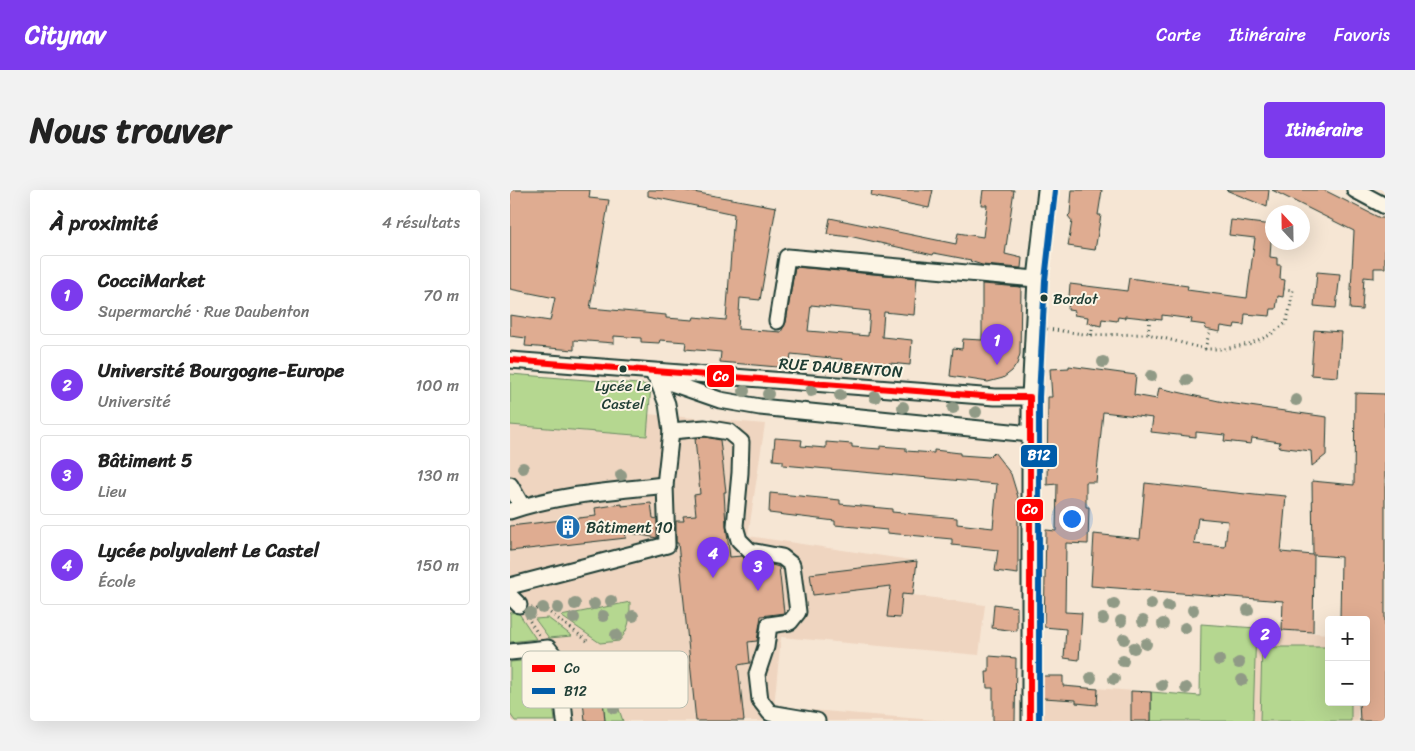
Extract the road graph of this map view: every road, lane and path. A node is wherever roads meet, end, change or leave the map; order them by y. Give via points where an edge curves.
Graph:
1 (1046, 190) edge
2 (1355, 190) edge
3 (1385, 206) edge
4 (1036, 279) junction
5 (1284, 289) dead end
6 (1150, 319) dead end
7 (777, 320) dead end
8 (1093, 324) dead end
9 (1034, 327) junction
10 (1210, 330) dead end
11 (1148, 334) junction
12 (1091, 335) junction
13 (1205, 349) junction
14 (510, 360) edge
15 (653, 374) junction
16 (1030, 397) junction
17 (671, 431) junction
18 (1030, 434) junction
19 (510, 485) edge
20 (665, 485) junction
21 (516, 509) edge
22 (510, 586) edge
23 (514, 601) edge
24 (590, 643) dead end
25 (548, 648) junction
26 (550, 651) edge
27 (510, 652) edge
28 (564, 708) edge
29 (565, 721) edge
30 (817, 721) edge
31 (1030, 721) edge

1 - 4 street
2 - 3 street
4 - 7 street via 787,257
4 - 9 street
5 - 13 path via 1293,290 1286,323 1270,335 1249,344
6 - 11 path
8 - 12 path
9 - 12 path
9 - 16 street
10 - 13 path
11 - 12 path
11 - 13 path
14 - 15 street, RUE DAUBENTON
15 - 16 street, RUE DAUBENTON
15 - 17 street via 667,404
15 - 18 street, RUE DAUBENTON via 720,400 760,407
16 - 18 street
17 - 20 street
17 - 30 street via 705,428 729,432 741,442 735,526 739,540 750,551 782,556 792,565 798,612 790,622 770,625 757,674 760,700 770,713
18 - 31 street
19 - 21 street
20 - 21 street via 575,496
20 - 22 street via 667,545
23 - 24 path via 549,612
23 - 25 path
25 - 26 street
25 - 27 street
28 - 29 street

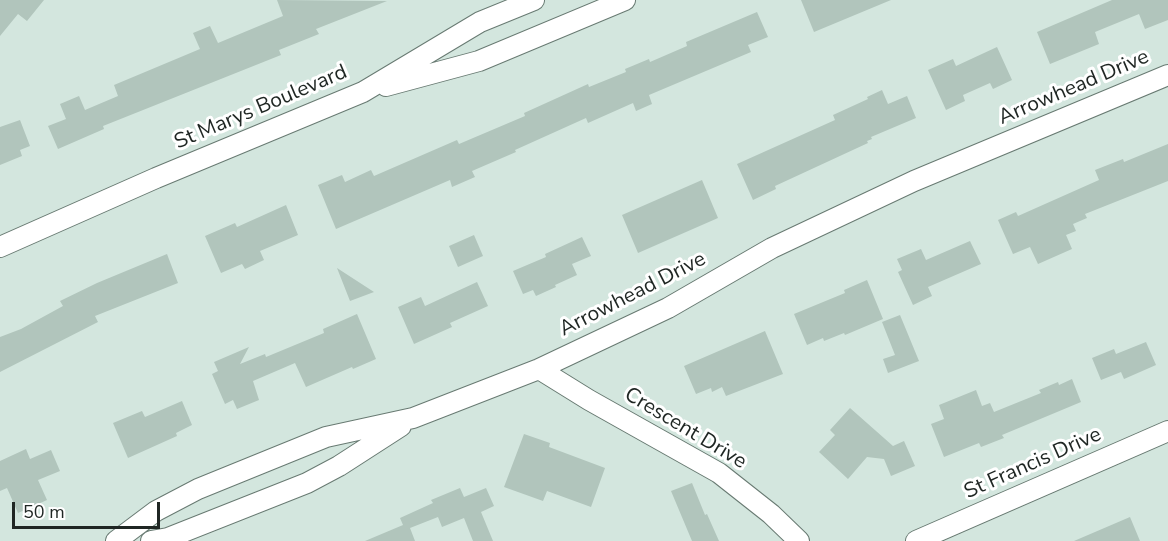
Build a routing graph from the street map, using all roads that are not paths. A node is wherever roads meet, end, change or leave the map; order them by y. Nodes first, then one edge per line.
1 (534, 0) edge
2 (625, 0) edge
3 (1168, 75) edge
4 (363, 92) junction
5 (0, 247) edge
6 (539, 369) junction
7 (413, 418) junction
8 (1168, 431) edge
9 (116, 541) edge
10 (151, 541) edge
11 (799, 541) edge
12 (916, 541) edge

1 - 4 street, St Marys Boulevard
2 - 4 street
3 - 6 street, Arrowhead Drive
4 - 5 street, St Marys Boulevard
6 - 7 street, Arrowhead Drive
6 - 11 street, Crescent Drive
7 - 9 street, Arrowhead Drive
7 - 10 street
8 - 12 street, St Francis Drive

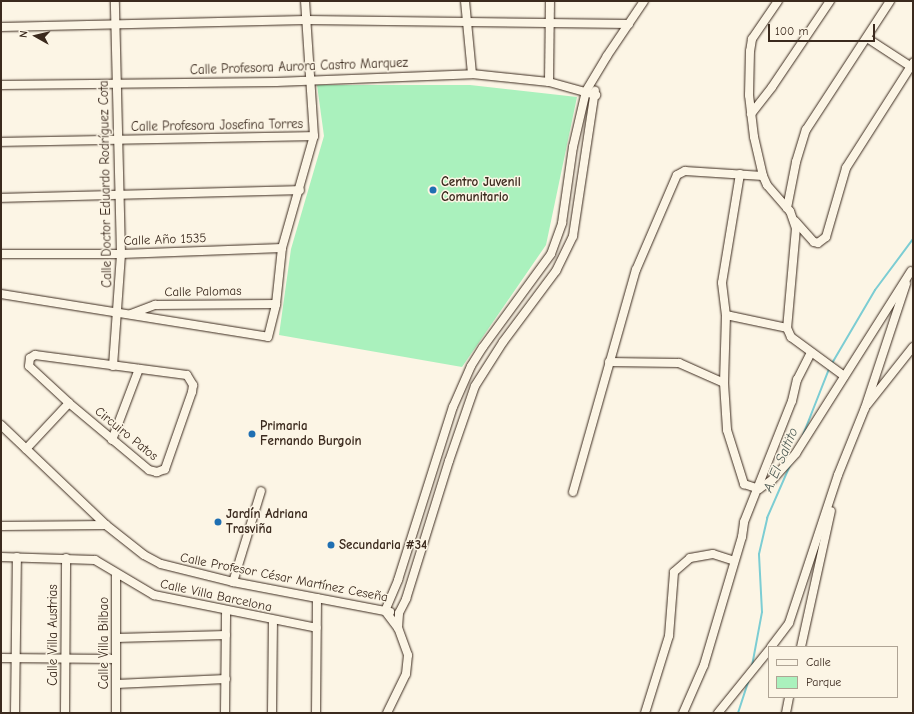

• • • • •

*EXERCISE INSTRUCTIONS*: Output, exactly and only: the line containing "Build a routing", the last line of the listing above, and every line in between. Leave the pictures out.

*OUTPUT FOR THIS TASK*:
Build a routing graph from the street map, using all roads that are not paths. A node is wherever roads meet, end, change or leave the map; order them by y. Nodes first, then one edge per line.
1 (534, 0) edge
2 (625, 0) edge
3 (1168, 75) edge
4 (363, 92) junction
5 (0, 247) edge
6 (539, 369) junction
7 (413, 418) junction
8 (1168, 431) edge
9 (116, 541) edge
10 (151, 541) edge
11 (799, 541) edge
12 (916, 541) edge

1 - 4 street, St Marys Boulevard
2 - 4 street
3 - 6 street, Arrowhead Drive
4 - 5 street, St Marys Boulevard
6 - 7 street, Arrowhead Drive
6 - 11 street, Crescent Drive
7 - 9 street, Arrowhead Drive
7 - 10 street
8 - 12 street, St Francis Drive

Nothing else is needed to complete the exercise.